En Polonia se dice que apenas hay manufacturas de ningún tipo, a excepción de algunas de esas manufacturas domésticas más ordinarias, sin las cuales ningún país puede subsistir bien.
Este gran aumento en la cantidad de trabajo que, como consecuencia de la división del mismo, el mismo número de personas es capaz de realizar, se debe a tres circunstancias diferentes:
- primero, al aumento de la destreza en cada obrero en particular;
- segundo, al ahorro del tiempo que comúnmente se pierde al pasar de una clase de trabajo a otra;
- y por último, a la invención de un gran número de máquinas que facilitan y abrevian el trabajo, y capacitan a un solo hombre para hacer la labor de muchos.
Primero, la mejora de la destreza del obrero aumenta necesariamente la cantidad de trabajo que puede realizar; y la división del trabajo, al reducir la tarea de cada hombre a alguna operación sencilla y al hacer de esta operación el empleo exclusivo de su vida, aumenta necesariamente en gran medida la destreza del obrero.

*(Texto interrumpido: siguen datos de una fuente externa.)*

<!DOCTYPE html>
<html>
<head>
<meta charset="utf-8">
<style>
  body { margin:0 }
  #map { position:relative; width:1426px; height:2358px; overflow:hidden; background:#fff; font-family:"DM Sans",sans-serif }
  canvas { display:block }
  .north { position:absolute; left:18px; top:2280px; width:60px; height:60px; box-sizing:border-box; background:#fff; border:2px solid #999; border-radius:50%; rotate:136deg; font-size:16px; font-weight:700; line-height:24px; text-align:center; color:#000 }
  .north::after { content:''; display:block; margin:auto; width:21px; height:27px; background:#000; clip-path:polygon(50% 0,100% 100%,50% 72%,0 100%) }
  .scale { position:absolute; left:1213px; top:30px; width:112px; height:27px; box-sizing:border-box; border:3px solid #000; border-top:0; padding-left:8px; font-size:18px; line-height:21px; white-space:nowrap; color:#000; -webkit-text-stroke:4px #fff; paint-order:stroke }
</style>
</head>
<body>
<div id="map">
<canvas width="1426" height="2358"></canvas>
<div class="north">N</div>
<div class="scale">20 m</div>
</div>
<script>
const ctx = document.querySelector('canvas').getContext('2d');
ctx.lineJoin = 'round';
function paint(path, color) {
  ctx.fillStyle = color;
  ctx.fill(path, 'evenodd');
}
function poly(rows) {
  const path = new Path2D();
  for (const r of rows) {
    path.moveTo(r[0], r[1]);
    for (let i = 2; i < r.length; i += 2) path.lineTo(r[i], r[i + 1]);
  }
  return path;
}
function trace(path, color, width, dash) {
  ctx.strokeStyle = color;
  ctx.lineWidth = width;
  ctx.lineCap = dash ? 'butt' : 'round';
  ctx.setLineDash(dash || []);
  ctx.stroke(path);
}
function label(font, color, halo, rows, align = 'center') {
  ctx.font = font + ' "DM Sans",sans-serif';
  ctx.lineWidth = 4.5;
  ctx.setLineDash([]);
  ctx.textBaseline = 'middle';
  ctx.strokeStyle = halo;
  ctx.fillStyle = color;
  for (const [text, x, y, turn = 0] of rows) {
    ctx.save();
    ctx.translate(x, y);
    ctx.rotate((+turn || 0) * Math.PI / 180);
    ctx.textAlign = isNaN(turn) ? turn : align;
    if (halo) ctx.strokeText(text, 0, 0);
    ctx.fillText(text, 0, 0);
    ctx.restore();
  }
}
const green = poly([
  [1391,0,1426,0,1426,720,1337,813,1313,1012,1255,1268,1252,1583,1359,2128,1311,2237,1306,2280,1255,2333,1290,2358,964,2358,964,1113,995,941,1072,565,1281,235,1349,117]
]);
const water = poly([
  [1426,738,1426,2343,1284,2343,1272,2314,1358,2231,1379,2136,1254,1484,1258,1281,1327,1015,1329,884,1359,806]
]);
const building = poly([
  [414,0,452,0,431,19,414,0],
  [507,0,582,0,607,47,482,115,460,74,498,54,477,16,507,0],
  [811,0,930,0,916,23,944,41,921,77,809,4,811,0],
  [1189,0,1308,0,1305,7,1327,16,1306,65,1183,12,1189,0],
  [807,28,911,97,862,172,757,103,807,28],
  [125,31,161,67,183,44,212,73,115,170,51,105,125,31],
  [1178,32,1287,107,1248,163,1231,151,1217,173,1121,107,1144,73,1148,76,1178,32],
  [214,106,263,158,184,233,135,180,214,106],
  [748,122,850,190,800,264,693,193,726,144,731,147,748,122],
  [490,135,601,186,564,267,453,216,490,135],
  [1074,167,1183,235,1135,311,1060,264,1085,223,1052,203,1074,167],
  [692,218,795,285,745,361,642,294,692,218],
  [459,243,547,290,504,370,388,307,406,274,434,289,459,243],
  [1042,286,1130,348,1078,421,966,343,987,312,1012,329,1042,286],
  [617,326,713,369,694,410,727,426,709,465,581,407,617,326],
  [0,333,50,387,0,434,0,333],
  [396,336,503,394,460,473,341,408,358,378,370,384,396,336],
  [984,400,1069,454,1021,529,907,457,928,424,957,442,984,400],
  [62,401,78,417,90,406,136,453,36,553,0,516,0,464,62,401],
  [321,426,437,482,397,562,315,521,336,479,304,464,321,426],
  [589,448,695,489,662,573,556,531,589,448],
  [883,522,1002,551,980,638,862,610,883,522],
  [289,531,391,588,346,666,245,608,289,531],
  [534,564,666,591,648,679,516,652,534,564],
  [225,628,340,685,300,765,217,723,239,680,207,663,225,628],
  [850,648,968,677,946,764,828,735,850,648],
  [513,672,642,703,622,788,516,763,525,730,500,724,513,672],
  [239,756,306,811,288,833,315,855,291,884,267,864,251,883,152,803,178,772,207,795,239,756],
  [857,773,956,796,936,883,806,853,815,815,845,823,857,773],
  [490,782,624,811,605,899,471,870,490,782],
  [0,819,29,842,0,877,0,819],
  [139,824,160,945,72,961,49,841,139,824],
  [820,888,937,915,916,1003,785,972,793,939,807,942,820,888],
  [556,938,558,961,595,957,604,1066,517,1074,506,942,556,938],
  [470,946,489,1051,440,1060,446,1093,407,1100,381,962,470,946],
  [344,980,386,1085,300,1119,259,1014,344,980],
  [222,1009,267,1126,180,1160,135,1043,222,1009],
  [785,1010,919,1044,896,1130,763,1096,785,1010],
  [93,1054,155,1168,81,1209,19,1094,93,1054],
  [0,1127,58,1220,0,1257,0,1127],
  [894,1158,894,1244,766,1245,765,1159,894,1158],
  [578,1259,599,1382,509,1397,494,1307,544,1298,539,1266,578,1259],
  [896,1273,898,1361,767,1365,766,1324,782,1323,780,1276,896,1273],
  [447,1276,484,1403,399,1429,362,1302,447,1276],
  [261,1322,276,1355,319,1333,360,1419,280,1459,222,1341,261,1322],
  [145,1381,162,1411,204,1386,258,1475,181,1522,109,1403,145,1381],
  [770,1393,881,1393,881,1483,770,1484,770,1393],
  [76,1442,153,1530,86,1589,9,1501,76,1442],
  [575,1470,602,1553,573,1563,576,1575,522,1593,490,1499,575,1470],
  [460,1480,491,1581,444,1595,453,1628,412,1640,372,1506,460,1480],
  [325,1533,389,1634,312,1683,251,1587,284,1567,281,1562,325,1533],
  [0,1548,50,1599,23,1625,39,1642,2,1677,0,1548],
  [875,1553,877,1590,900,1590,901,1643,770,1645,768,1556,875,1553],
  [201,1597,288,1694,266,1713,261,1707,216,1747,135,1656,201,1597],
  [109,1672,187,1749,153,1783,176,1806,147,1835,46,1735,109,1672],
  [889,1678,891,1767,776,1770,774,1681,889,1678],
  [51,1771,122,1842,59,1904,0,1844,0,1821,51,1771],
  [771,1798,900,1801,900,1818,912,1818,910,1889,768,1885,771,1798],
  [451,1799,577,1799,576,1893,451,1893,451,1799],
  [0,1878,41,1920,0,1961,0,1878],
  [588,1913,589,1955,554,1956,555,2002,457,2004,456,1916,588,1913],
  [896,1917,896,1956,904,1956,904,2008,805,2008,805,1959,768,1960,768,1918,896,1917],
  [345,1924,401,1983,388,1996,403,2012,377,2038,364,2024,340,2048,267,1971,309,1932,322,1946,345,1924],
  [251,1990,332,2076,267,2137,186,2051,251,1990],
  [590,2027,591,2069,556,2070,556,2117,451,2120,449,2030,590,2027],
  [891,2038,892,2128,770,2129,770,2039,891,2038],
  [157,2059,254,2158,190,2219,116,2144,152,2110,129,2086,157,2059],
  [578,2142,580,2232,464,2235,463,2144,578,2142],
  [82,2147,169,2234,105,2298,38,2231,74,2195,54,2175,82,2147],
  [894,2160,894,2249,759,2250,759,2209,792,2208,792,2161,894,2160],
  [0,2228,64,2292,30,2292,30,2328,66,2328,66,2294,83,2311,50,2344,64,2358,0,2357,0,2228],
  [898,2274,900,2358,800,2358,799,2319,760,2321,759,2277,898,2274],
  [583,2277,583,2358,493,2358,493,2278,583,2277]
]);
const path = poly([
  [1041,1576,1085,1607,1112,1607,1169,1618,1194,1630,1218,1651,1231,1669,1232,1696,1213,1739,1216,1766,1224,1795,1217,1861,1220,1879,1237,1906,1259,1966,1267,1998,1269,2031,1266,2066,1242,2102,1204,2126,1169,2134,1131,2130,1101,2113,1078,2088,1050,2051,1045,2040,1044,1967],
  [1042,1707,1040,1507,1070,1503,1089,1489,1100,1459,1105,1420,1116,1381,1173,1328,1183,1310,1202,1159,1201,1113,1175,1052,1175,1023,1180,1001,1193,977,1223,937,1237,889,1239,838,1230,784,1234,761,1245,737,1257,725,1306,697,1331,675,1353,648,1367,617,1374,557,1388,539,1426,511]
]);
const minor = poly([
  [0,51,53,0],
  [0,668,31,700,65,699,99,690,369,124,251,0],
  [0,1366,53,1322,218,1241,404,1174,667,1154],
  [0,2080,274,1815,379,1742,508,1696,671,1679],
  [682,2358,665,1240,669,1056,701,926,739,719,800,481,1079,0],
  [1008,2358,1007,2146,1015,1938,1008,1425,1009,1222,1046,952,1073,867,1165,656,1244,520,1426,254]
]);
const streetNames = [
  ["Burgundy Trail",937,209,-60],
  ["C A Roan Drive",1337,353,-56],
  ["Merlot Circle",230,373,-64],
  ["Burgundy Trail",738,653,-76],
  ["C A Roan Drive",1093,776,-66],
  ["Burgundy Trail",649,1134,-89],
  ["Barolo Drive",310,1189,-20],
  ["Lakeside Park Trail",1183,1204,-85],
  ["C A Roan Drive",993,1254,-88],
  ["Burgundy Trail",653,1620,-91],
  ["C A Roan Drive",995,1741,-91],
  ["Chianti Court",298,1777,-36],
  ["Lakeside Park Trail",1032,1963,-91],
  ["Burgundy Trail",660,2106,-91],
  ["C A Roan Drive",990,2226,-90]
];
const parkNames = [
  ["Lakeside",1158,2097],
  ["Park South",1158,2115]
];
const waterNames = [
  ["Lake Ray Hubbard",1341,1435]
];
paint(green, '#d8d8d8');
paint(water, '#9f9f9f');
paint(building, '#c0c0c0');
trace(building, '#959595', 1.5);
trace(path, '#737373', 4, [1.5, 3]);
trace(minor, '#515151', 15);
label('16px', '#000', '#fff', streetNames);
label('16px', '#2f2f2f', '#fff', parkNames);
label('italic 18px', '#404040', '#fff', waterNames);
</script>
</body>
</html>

Un herrero común, que, aunque está acostumbrado a manejar el martillo, nunca se ha habituado a hacer clavos, si en alguna ocasión particular se ve obligado a intentarlo, dudo mucho, según me aseguran, que sea capaz de hacer más de dos o tres cientos clavos en un día, y ésos, además, muy malos.
Un herrero que esté acostumbrado a hacer clavos, pero cuyo único o principal oficio no haya sido el de clyero, rara vez podrá, con su máximo empeño, hacer más de ochocientos o mil clavos en un día.
He visto a varios muchachos menores de veinte años que nunca habían ejercido otro oficio que el de hacer clavos, y que, cuando se esforzaban, podían hacer cada uno de ellos más de dos mil trescientos clavos en un día.